_Records provided_
——————

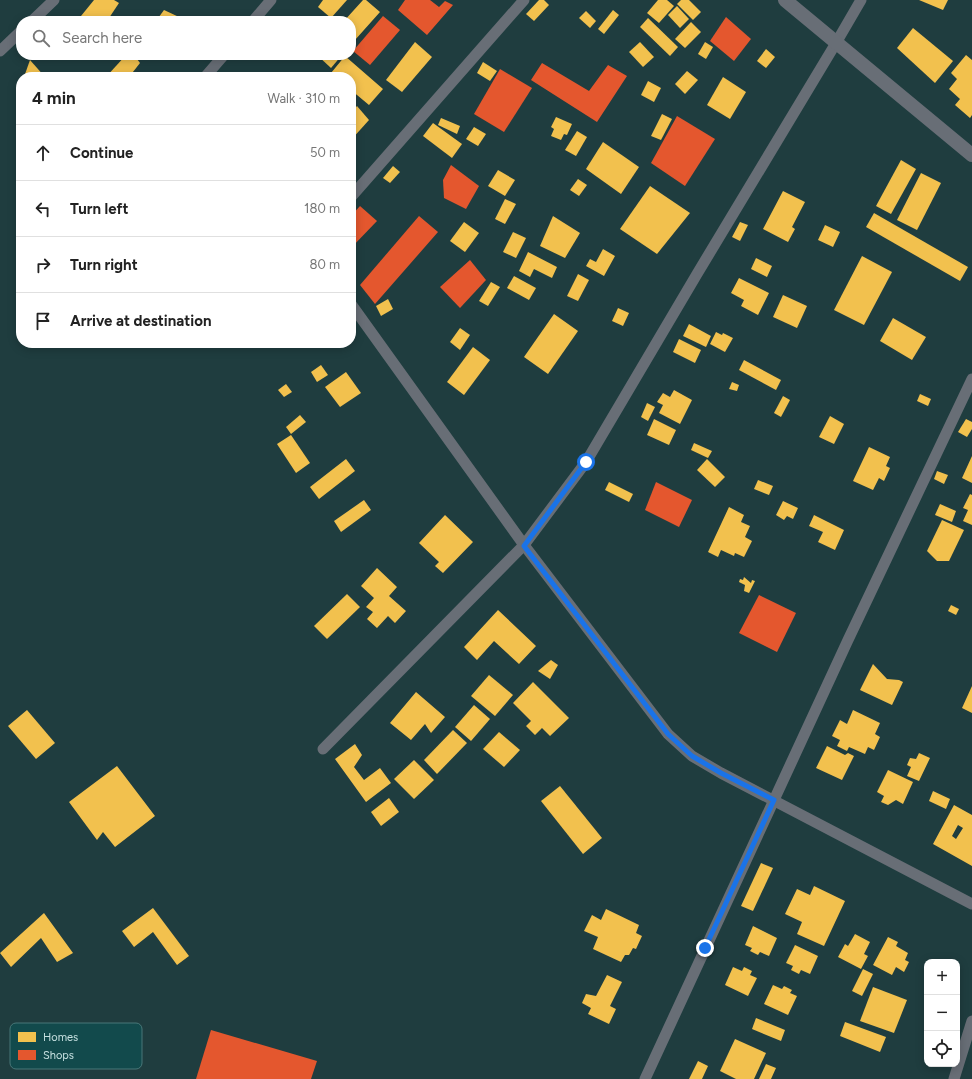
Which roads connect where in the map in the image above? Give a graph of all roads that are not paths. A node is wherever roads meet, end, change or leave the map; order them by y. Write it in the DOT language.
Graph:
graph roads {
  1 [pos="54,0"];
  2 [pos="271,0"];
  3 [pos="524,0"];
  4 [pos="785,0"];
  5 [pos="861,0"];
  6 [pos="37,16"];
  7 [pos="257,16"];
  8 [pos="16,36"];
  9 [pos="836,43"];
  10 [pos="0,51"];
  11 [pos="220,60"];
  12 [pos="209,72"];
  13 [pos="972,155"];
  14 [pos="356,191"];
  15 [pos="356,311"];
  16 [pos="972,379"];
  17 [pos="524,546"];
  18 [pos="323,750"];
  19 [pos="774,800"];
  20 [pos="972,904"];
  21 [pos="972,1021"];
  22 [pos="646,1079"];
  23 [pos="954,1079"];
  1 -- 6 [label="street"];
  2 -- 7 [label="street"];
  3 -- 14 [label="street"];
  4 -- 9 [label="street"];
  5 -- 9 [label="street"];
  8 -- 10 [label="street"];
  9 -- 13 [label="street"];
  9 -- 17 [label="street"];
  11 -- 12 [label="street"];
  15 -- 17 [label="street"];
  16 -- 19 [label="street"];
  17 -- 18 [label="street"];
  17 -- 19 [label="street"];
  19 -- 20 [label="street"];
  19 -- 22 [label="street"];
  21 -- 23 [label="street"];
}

——————

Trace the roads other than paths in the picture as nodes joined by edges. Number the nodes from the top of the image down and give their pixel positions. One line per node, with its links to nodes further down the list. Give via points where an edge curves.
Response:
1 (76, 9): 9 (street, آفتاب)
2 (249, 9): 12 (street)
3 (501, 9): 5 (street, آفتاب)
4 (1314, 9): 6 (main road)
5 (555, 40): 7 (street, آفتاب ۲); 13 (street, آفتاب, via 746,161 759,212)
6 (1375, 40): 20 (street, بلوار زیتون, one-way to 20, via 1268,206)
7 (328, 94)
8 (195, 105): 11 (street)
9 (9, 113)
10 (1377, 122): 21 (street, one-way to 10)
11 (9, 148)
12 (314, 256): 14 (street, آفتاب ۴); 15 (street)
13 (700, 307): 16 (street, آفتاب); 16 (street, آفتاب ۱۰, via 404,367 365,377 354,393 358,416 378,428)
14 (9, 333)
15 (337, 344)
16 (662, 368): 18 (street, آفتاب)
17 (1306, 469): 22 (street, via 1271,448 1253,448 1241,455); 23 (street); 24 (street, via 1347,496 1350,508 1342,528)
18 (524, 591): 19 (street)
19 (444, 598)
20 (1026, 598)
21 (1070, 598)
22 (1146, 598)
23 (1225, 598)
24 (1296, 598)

——————

_Work instructions_
Search the records for the word "paths" and copy every line where it occurs.

_Solution for this task_
Which roads connect where in the map in the image above? Give a graph of all roads that are not paths. A node is wherever roads meet, end, change or leave the map; order them by y. Write it in the DOT language.
Trace the roads other than paths in the picture as nodes joined by edges. Number the nodes from the top of the image down and give their pixel positions. One line per node, with its links to nodes further down the list. Give via points where an edge curves.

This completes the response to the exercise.